• _Task requirements_
Return the listing below unchanged, minus its pictures.

• _Data records_
++++++

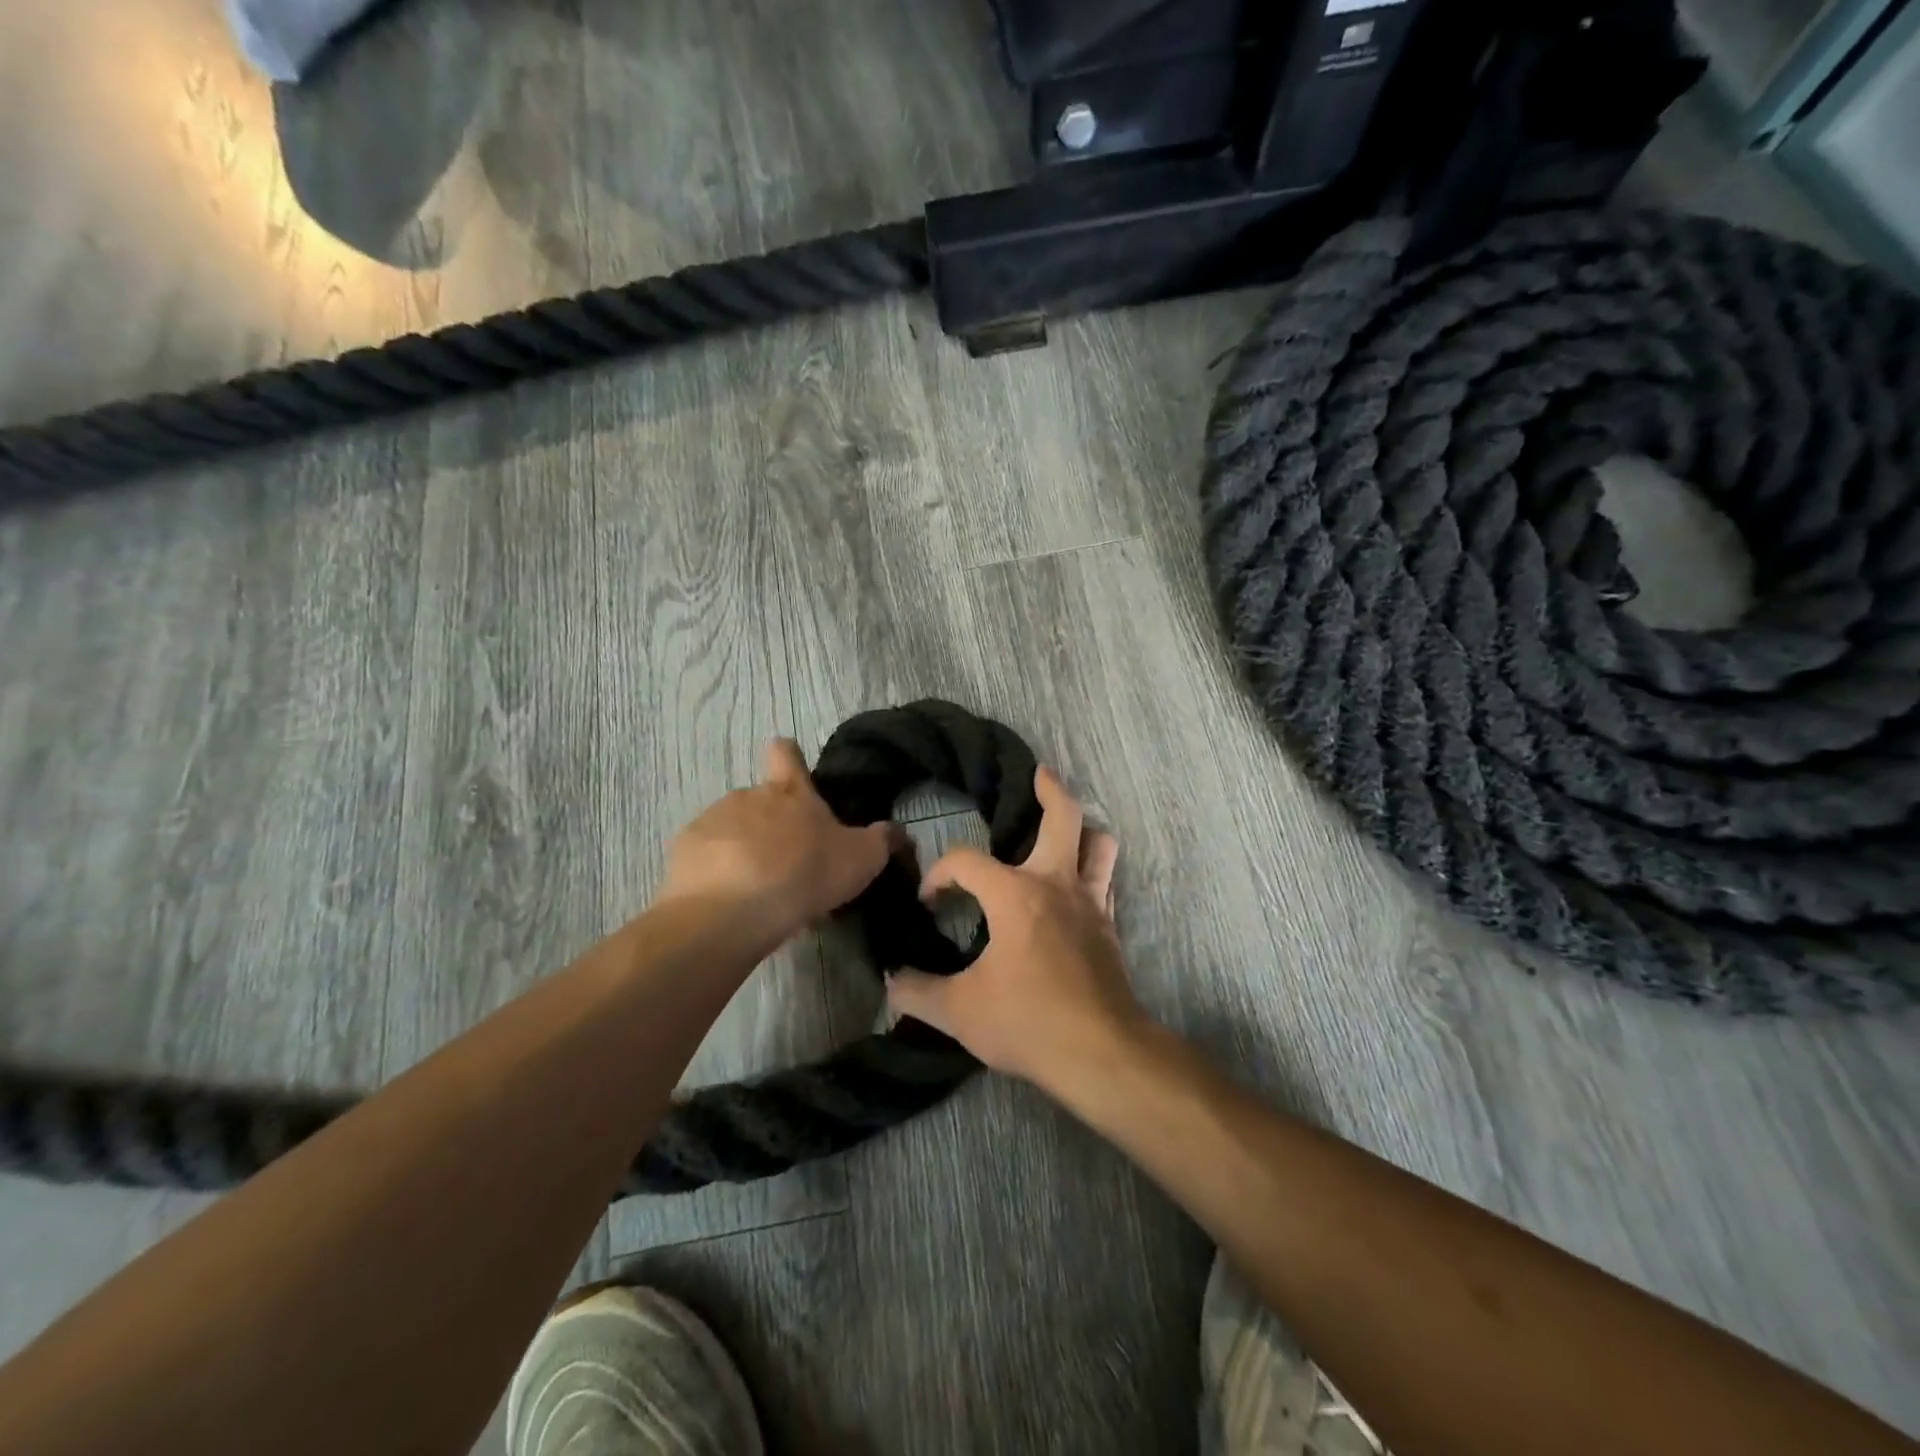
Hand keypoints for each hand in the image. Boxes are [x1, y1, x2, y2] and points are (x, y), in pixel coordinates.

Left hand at [659, 740, 894, 942]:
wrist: (731, 911)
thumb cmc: (804, 874)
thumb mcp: (861, 860)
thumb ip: (883, 841)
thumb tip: (897, 830)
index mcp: (789, 792)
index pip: (785, 752)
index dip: (789, 757)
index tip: (791, 773)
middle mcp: (748, 796)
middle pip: (760, 800)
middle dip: (772, 825)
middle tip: (789, 864)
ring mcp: (712, 821)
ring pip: (732, 830)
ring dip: (745, 850)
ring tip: (759, 890)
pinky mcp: (684, 851)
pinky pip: (706, 856)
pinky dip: (718, 872)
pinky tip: (730, 901)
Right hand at [885, 767, 1148, 1090]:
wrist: (1100, 1053)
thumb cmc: (1027, 1022)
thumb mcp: (959, 1011)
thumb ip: (917, 993)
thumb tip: (890, 981)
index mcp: (1015, 895)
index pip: (966, 861)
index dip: (940, 874)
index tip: (929, 901)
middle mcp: (1056, 885)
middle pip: (1064, 817)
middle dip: (1050, 789)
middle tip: (1038, 774)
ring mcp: (1090, 904)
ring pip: (1099, 844)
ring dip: (1083, 830)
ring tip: (1065, 829)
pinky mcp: (1109, 927)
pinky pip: (1105, 882)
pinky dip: (1091, 872)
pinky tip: (1075, 887)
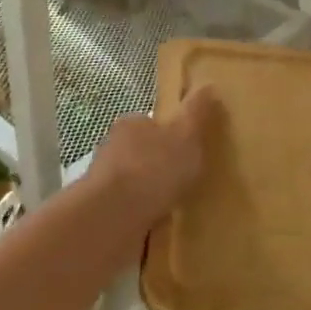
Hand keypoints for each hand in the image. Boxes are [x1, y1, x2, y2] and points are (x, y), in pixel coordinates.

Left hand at [88, 86, 218, 231]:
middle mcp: (112, 149)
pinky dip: (142, 215)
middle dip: (159, 166)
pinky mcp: (102, 212)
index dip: (171, 134)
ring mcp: (104, 182)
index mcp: (131, 124)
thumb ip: (197, 112)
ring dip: (149, 194)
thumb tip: (208, 84)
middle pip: (141, 153)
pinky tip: (158, 225)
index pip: (151, 123)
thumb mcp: (186, 135)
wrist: (112, 217)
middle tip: (186, 180)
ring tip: (175, 207)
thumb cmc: (153, 168)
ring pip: (133, 183)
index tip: (188, 150)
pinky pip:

++++++

• _Task response_
Hand keypoints for each hand in the image. Boxes are [x1, y1, x2, y2] and points are (x, y), in pixel coordinates.

Left hand at [659, 740, 894, 942]:
wrist: (731, 911)
thumb cmc: (804, 874)
thumb mcp: (861, 860)
thumb ip: (883, 841)
thumb tip: (897, 830)
index mcp: (789, 792)
index pip: (785, 752)
index dip: (789, 757)
index tip: (791, 773)
middle mcp: (748, 796)
middle pip: (760, 800)
middle dip: (772, 825)
middle tip: (789, 864)
ring mcp: (712, 821)
ring pip: (732, 830)
ring dip: (745, 850)
ring tip: (759, 890)
pinky mcp: (684, 851)
pinky pip: (706, 856)
pinky dip: (718, 872)
pinky tip: (730, 901)
Right hand at [885, 767, 1148, 1090]:
wrist: (1100, 1053)
thumb cmc: (1027, 1022)
thumb mcp: (959, 1011)
thumb ip: (917, 993)
thumb tip: (890, 981)
index mcp: (1015, 895)
index pip: (966, 861)
index dip: (940, 874)
index tip: (929, 901)
middle mcp: (1056, 885)
middle pip: (1064, 817)
middle dip: (1050, 789)
middle tip: (1038, 774)
ring mcp: (1090, 904)
ring pip: (1099, 844)
ring dip: (1083, 830)
ring tip: (1065, 829)
pinky mcp: (1109, 927)
pinky pip: (1105, 882)
pinky dip: (1091, 872)
pinky tip: (1075, 887)
Hand keypoints for each hand in the image. Boxes are [x1, y1, x2, y2] and points are (x, y), in pixel coordinates.

Left hand at [88, 86, 218, 231]:
middle mcp: (112, 149)
pinky dip: (142, 215)
middle dip: (159, 166)
pinky mcp: (102, 212)
index dip: (171, 134)
ring mcp: (104, 182)
index mcp: (131, 124)
thumb ip: (197, 112)
ring dip: (149, 194)
thumb tip: (208, 84)
middle pip: (141, 153)
pinky tip: (158, 225)
index pip: (151, 123)
thumb mcp: (186, 135)
wrist: (112, 217)
middle tip: (186, 180)
ring tip: (175, 207)
thumb cmc: (153, 168)
ring pip: (133, 183)
index tip: (188, 150)
pinky pip:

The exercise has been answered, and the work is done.